Applied Regression Analysis: Project 4

Applied Regression Analysis: Project 4 Logistic Regression

Ali Svoobda

RPI

5/14/15

1. Dataset Selection

The data used in this analysis was gathered from the United States Census Bureau- US Government’s open data (www.data.gov). From this site, the commodity flow data was selected from the list of manufacturing datasets.

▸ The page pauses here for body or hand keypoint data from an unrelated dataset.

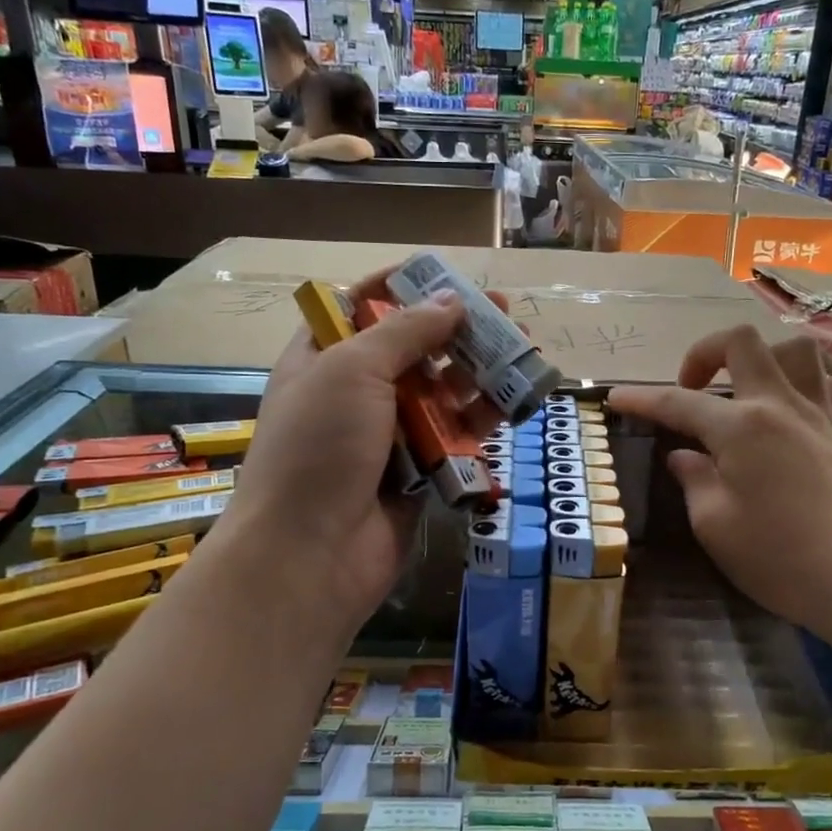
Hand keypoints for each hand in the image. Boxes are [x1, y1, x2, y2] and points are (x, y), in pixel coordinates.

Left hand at [216, 272, 499, 640]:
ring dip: (477, 371)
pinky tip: (515, 399)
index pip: (357, 307)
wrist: (310, 554)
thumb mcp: (352, 371)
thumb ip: (404, 331)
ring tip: (521, 350)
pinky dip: (482, 419)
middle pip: (410, 349)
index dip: (399, 286)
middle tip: (502, 313)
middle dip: (455, 329)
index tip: (444, 276)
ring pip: (439, 393)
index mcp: (321, 360)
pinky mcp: (418, 473)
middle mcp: (354, 394)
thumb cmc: (319, 447)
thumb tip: (450, 302)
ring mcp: (387, 435)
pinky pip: (454, 437)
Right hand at [608, 326, 831, 640]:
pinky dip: (803, 385)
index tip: (616, 397)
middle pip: (743, 343)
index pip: (678, 402)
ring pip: (796, 350)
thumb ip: (694, 480)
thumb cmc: (780, 559)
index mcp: (741, 428)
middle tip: (692, 387)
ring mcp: (822, 414)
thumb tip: (684, 456)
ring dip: (763, 359)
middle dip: (705, 352)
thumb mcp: (715, 526)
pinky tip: (791, 413)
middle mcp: (781, 405)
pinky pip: (827, 384)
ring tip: (746, 391)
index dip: (642, 398)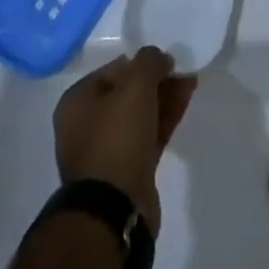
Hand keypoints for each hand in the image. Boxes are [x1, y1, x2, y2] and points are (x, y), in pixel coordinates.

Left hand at [53, 47, 196, 232]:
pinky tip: (185, 103)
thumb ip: (149, 61)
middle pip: (128, 92)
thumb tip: (159, 59)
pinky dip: (165, 119)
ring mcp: (107, 150)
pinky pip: (149, 135)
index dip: (141, 62)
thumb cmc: (116, 137)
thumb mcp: (135, 85)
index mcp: (77, 102)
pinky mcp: (127, 171)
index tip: (166, 60)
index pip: (113, 69)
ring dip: (164, 97)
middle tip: (183, 71)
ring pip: (141, 114)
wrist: (114, 209)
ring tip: (191, 83)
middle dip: (157, 80)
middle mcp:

Link to information about all tables in the commodity flow survey: http://www.census.gov/econ/cfs/

Link to the full dataset: http://factfinder.census.gov/faces/tableservices/jsf/pages/productview.xhtml?pid=CFS_2012_00A08&prodType=table

The code below reads in the dataset that was found on data.gov and reformatted in excel:

commodities <- read.csv("~/1.RENSSELAER POLYTECHNIC INSTITUTE/a- Senior Spring/Applied Regression Analysis/commoditydata.csv")

View(commodities)

Description of Datset

The dataset is a geographic area series of shippment characteristics within the U.S. by commodity by distance shipped. Many commodities are included such as foods, chemicals, natural resources, building materials, manufactured products, etc. There are several observations for each commodity and each observation includes the follwing variables:

geographical identifier code and area name commodity code and meaning distance shipped code and actual distance (miles) year (2012 for all in the selected set) value (in $million) Tons (in thousands) Ton-Miles (millions) and coefficient of variation for value, tons and ton-miles

Only commodity type, value, and ton-miles will be examined for this project.

Dependent Variable

For this analysis, commodity category will be the dependent variable. Since a dichotomous categorical dependent variable is desired, a commodity code (comm) of either 1 or 0 was assigned to two different groups of commodities. Since this was a large dataset, some commodities were excluded from analysis to create two unique groups.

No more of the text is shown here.